| Provided entries |

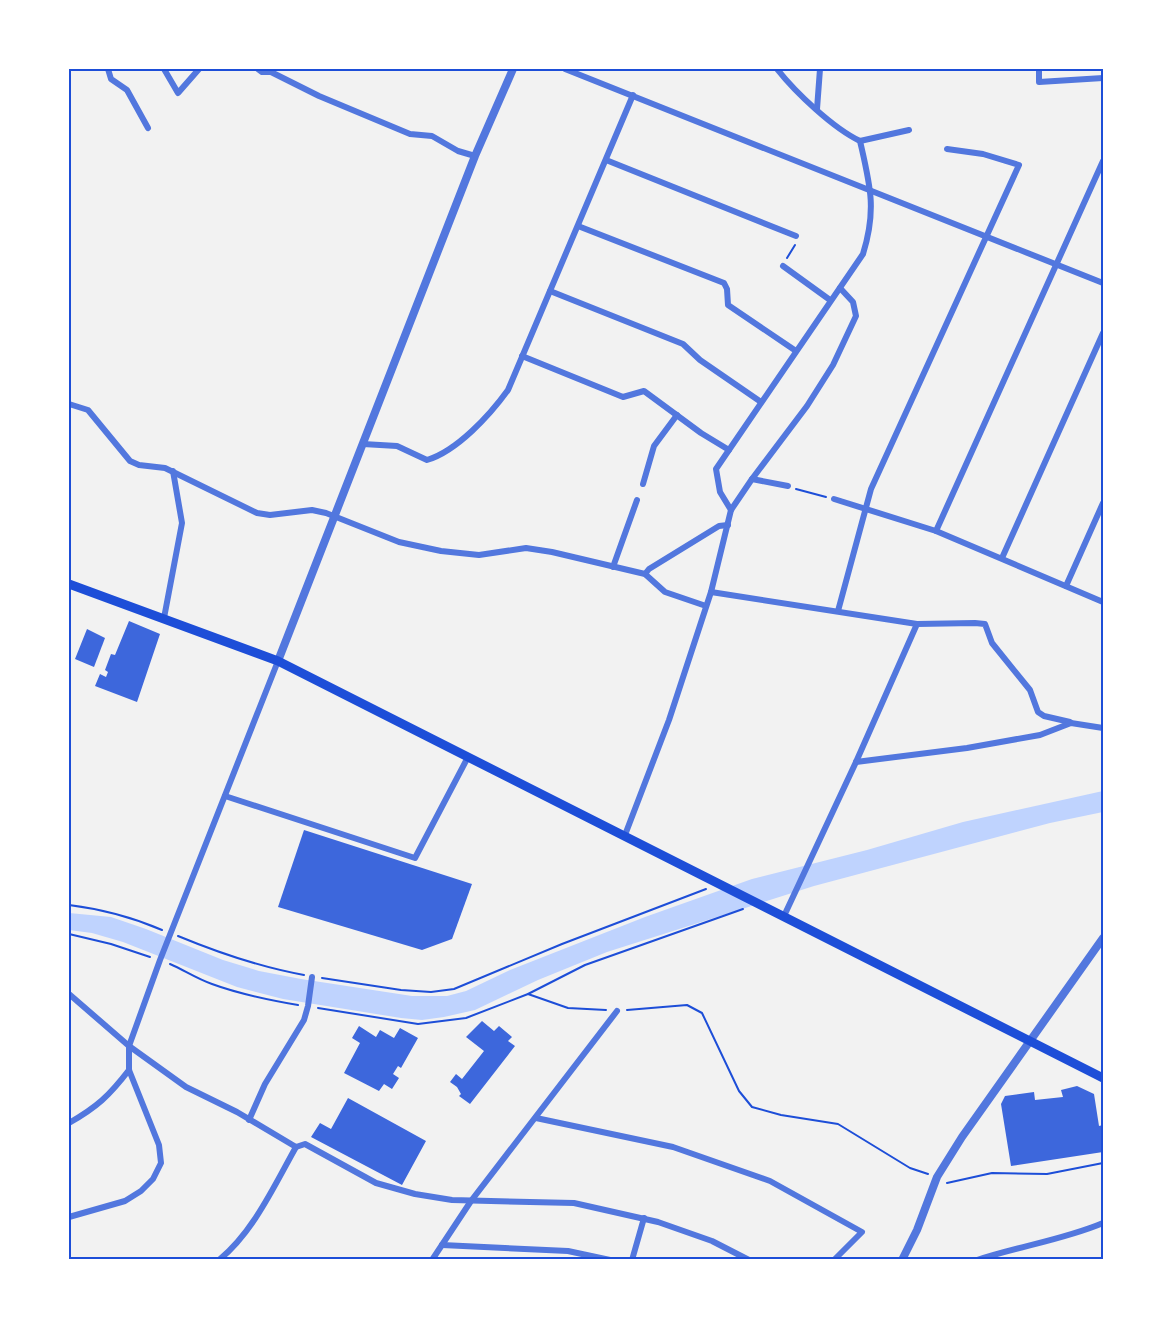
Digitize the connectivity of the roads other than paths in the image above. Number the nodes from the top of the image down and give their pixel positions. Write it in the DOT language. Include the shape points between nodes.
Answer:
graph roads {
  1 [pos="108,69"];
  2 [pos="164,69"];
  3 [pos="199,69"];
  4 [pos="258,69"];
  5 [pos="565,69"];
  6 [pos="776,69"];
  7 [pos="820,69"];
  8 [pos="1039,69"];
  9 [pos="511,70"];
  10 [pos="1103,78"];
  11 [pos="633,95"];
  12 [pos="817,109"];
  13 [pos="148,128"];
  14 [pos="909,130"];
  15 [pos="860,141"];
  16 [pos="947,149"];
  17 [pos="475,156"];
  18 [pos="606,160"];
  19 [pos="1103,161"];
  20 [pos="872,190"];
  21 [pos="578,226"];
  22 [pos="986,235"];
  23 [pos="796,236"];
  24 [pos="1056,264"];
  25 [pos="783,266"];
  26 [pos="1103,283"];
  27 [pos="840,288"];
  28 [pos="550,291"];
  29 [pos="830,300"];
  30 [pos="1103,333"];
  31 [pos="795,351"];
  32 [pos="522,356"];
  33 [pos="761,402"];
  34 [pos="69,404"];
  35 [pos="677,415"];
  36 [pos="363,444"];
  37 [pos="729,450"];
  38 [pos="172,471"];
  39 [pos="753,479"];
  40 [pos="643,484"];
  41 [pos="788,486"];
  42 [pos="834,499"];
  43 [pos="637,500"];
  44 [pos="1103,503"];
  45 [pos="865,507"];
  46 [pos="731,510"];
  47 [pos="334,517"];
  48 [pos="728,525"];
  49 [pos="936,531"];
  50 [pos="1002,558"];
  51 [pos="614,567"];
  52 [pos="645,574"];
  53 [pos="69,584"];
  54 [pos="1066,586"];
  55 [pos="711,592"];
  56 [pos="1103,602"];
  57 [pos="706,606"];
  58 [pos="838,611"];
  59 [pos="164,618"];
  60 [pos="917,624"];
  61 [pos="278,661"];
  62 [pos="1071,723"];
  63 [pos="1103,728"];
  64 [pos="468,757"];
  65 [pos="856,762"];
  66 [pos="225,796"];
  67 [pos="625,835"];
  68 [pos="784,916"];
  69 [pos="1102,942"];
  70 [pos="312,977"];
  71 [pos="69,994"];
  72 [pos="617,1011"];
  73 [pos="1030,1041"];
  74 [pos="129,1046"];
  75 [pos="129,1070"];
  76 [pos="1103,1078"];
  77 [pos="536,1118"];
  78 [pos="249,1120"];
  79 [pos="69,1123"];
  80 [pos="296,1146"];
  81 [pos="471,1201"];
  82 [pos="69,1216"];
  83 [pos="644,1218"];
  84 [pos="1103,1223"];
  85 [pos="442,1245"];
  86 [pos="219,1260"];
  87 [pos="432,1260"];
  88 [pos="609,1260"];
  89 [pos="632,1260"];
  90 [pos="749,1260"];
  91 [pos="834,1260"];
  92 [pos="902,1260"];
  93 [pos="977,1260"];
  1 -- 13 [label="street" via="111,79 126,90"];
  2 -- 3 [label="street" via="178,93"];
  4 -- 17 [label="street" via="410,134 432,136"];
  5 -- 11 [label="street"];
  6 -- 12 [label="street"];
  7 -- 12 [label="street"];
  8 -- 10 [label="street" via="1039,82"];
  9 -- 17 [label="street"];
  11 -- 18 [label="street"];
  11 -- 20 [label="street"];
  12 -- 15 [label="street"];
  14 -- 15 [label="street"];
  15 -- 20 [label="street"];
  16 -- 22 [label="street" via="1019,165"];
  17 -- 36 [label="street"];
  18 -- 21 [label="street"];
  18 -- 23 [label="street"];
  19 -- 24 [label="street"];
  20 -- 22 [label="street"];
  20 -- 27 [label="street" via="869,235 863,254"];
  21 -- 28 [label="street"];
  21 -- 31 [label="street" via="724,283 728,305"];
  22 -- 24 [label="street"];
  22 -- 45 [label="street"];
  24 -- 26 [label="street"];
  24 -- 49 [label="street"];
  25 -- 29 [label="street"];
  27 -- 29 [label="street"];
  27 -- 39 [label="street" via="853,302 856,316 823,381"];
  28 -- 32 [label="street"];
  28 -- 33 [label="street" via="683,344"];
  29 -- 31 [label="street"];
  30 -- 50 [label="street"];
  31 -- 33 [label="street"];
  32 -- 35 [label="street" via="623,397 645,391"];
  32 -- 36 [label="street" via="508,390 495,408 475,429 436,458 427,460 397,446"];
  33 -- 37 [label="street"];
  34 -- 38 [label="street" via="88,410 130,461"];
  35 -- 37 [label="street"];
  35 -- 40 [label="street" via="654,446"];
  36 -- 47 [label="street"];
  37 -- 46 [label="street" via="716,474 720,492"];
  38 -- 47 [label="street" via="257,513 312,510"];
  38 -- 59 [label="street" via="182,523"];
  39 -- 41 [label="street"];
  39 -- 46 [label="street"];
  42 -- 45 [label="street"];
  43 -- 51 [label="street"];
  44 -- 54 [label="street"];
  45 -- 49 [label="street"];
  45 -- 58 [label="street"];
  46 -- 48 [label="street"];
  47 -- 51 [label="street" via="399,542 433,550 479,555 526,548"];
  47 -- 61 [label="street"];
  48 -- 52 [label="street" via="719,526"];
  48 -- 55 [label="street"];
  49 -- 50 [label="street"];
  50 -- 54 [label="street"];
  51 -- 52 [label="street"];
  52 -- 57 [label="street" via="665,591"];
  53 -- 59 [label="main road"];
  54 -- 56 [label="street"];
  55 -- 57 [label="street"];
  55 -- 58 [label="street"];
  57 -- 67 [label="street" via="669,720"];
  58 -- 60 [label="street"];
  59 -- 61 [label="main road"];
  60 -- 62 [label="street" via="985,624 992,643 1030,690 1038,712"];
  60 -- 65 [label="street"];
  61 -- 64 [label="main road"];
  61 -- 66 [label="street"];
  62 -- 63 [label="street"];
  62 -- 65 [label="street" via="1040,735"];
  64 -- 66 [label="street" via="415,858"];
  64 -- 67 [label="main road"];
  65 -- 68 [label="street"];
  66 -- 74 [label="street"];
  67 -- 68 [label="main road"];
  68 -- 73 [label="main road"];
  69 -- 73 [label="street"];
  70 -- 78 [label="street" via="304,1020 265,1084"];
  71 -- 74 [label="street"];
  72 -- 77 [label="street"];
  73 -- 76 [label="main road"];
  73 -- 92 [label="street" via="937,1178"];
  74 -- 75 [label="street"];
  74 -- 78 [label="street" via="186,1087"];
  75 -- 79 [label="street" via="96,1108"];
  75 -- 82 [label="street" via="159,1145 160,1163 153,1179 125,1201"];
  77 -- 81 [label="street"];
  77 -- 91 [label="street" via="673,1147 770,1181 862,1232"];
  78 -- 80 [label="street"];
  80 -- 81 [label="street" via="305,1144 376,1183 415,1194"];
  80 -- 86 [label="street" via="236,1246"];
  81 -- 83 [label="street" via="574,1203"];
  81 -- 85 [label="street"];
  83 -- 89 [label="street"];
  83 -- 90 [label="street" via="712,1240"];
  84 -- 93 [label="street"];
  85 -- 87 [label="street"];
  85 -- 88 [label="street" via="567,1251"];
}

| What you need to do |
Reprint each of the records exactly and skip the images.

| Completed exercise |
Digitize the connectivity of the roads other than paths in the image above. Number the nodes from the top of the image down and give their pixel positions. Write it in the DOT language. Include the shape points between nodes.
Answer:
graph roads {
  1 [pos="108,69"];
  2 [pos="164,69"];
  3 [pos="199,69"];
  4 [pos="258,69"];
  5 [pos="565,69"];
  6 [pos="776,69"];
  7 [pos="820,69"];
  8 [pos="1039,69"];
  9 [pos="511,70"];
  10 [pos="1103,78"];
  11 [pos="633,95"];
  12 [pos="817,109"];
  13 [pos="148,128"];
  14 [pos="909,130"];
  15 [pos="860,141"];
  16 [pos="947,149"];
  17 [pos="475,156"];
  18 [pos="606,160"];
  19 [pos="1103,161"];
  20 [pos="872,190"];
  21 [pos="578,226"];
  22 [pos="986,235"];
  23 [pos="796,236"];
  24 [pos="1056,264"];
  25 [pos="783,266"];
  26 [pos="1103,283"];
  27 [pos="840,288"];
  28 [pos="550,291"];
  29 [pos="830,300"];
  30 [pos="1103,333"];
  31 [pos="795,351"];
  32 [pos="522,356"];
  33 [pos="761,402"];
  34 [pos="69,404"];
  35 [pos="677,415"];
  36 [pos="363,444"];
  37 [pos="729,450"];
  38 [pos="172,471"];
  39 [pos="753,479"];
  40 [pos="643,484"];
  41 [pos="788,486"];
  42 [pos="834,499"];
  43 [pos="637,500"];
  44 [pos="1103,503"];
  45 [pos="865,507"];
  46 [pos="731,510"];
  47 [pos="334,517"];
  48 [pos="728,525"];
  49 [pos="936,531"];
  50 [pos="1002,558"];
  51 [pos="614,567"];
  52 [pos="645,574"];
  53 [pos="69,584"];
  54 [pos="1066,586"];
  55 [pos="711,592"];
  56 [pos="1103,602"];
  57 [pos="706,606"];
  58 [pos="838,611"];
  59 [pos="164,618"];
  60 [pos="917,624"];
  61 [pos="278,661"];
  62 [pos="1071,723"];
  63 [pos="1103,728"];
  64 [pos="468,757"];
  65 [pos="856,762"];
  66 [pos="225,796"];
  67 [pos="625,835"];
  68 [pos="784,916"];
  69 [pos="1102,942"];
  70 [pos="312,977"];
  71 [pos="69,994"];
  72 [pos="617,1011"];
  73 [pos="1030,1041"];
  74 [pos="129,1046"];
  75 [pos="129,1070"];
  76 [pos="1103,1078"];
  77 [pos="536,1118"];
  78 [pos="249,1120"];
  79 [pos="69,1123"];
  80 [pos="296,1146"];
  81 [pos="471,1201"];
  82 [pos="69,1216"];
  83 [pos="644,1218"];
  84 [pos="1103,1223"];
  85 [pos="442,1245"];
  86 [pos="219,1260"];
  87 [pos="432,1260"];
  88 [pos="609,1260"];
  89 [pos="632,1260"];
  90 [pos="749,1260"];
  91 [pos="834,1260"];
  92 [pos="902,1260"];
  93 [pos="977,1260"];
  1 -- 13 [label="street" via="111,79 126,90"];
  2 -- 3 [label="street" via="178,93"];
  4 -- 17 [label="street" via="410,134 432,136"];
  5 -- 11 [label="street"];
  6 -- 12 [label="street"];
  7 -- 12 [label="street"];
  8 -- 10 [label="street" via="1039,82"];
  9 -- 17 [label="street"];
  11 -- 18 [label="street"];
  11 -- 20 [label="street"];
  12 -- 15 [label="street"];
  14 -- 15 [label="street"];
  15 -- 20 [label="street"];
  16 -- 22 [label="street" via="1019,165"];
  17 -- 36 [label="street"];
  18 -- 21 [label="street"];
  18 -- 23 [label="street"];
  19 -- 24 [label="street"];
  20 -- 22 [label="street"];
  20 -- 27 [label="street" via="869,235 863,254"];
  21 -- 28 [label="street"];
  21 -- 31 [label="street" via="724,283 728,305"];
  22 -- 24 [label="street"];
  22 -- 45 [label="street"];
  24 -- 26 [label="street"];
  24 -- 49 [label="street"];
  25 -- 29 [label="street"];
  27 -- 29 [label="street"];
  27 -- 39 [label="street" via="853,302 856,316 823,381"];
  28 -- 32 [label="street"];
  28 -- 33 [label="street" via="683,344"];
  29 -- 31 [label="street"];
  30 -- 50 [label="street"];
  31 -- 33 [label="street"];
  32 -- 35 [label="street" via="623,397 645,391"];
  32 -- 36 [label="street" via="508,390 495,408 475,429 436,458 427,460 397,446"];
  33 -- 37 [label="street"];
  34 -- 38 [label="street" via="88,410 130,461"];
  35 -- 37 [label="street"];
  35 -- 40 [label="street" via="654,446"];
  36 -- 47 [label="street"];
  37 -- 46 [label="street" via="716,474 720,492"];
  38 -- 47 [label="street" via="257,513 312,510"];
  38 -- 59 [label="street" via="182,523"];
  39 -- 41 [label="street"];
  39 -- 46 [label="street"];
  42 -- 45 [label="street"];
  43 -- 51 [label="street"];
  44 -- 54 [label="street"];
  45 -- 49 [label="street"];
  45 -- 58 [label="street"];
  46 -- 48 [label="street"];
  47 -- 51 [label="street" via="399,542 433,550 479,555 526,548"];
  47 -- 61 [label="street"];
  48 -- 52 [label="street" via="719,526"];
  48 -- 55 [label="street"];
  49 -- 50 [label="street"];
  50 -- 54 [label="street"];
  51 -- 52 [label="street"];
  52 -- 57 [label="street" via="665,591"];
  53 -- 59 [label="main road"];
  54 -- 56 [label="street"];
  55 -- 57 [label="street"];
  55 -- 58 [label="street"];
  57 -- 67 [label="street" via="669,720"];
  58 -- 60 [label="street"];
  59 -- 61 [label="main road"];
  60 -- 62 [label="street" via="985,624 992,643 1030,690 1038,712"];
  60 -- 65 [label="street"];
  61 -- 64 [label="main road"];
  61 -- 66 [label="street"];
  62 -- 63 [label="street"];
  62 -- 65 [label="street" via="1040,735"];
  64 -- 66 [label="street" via="415,858"];
  64 -- 67 [label="main road"];
  65 -- 68 [label="street"];
  66 -- 74 [label="street"];
  67 -- 68 [label="main road"];
  68 -- 73 [label="main road"];
  69 -- 73 [label="street"];
  70 -- 78 [label="street" via="304,1020 265,1084"];
  71 -- 74 [label="street"];
  72 -- 77 [label="street"];
  73 -- 76 [label="main road"];
  73 -- 92 [label="street" via="937,1178"];
  74 -- 75 [label="street"];
  74 -- 78 [label="street" via="186,1087"];
  75 -- 79 [label="street" via="96,1108"];
  75 -- 82 [label="street" via="159,1145 160,1163 153,1179 125,1201"];
  77 -- 81 [label="street"];
  77 -- 91 [label="street" via="673,1147 770,1181 862,1232"];
  78 -- 80 [label="street"];
  80 -- 81 [label="street" via="305,1144 376,1183 415,1194"];
  80 -- 86 [label="street" via="236,1246"];
  81 -- 83 [label="street" via="574,1203"];
  81 -- 85 [label="street"];
  83 -- 89 [label="street"];
  83 -- 90 [label="street" via="712,1240"];
  84 -- 93 [label="street"];
  85 -- 87 [label="street"];
  85 -- 88 [label="street" via="567,1251"];
}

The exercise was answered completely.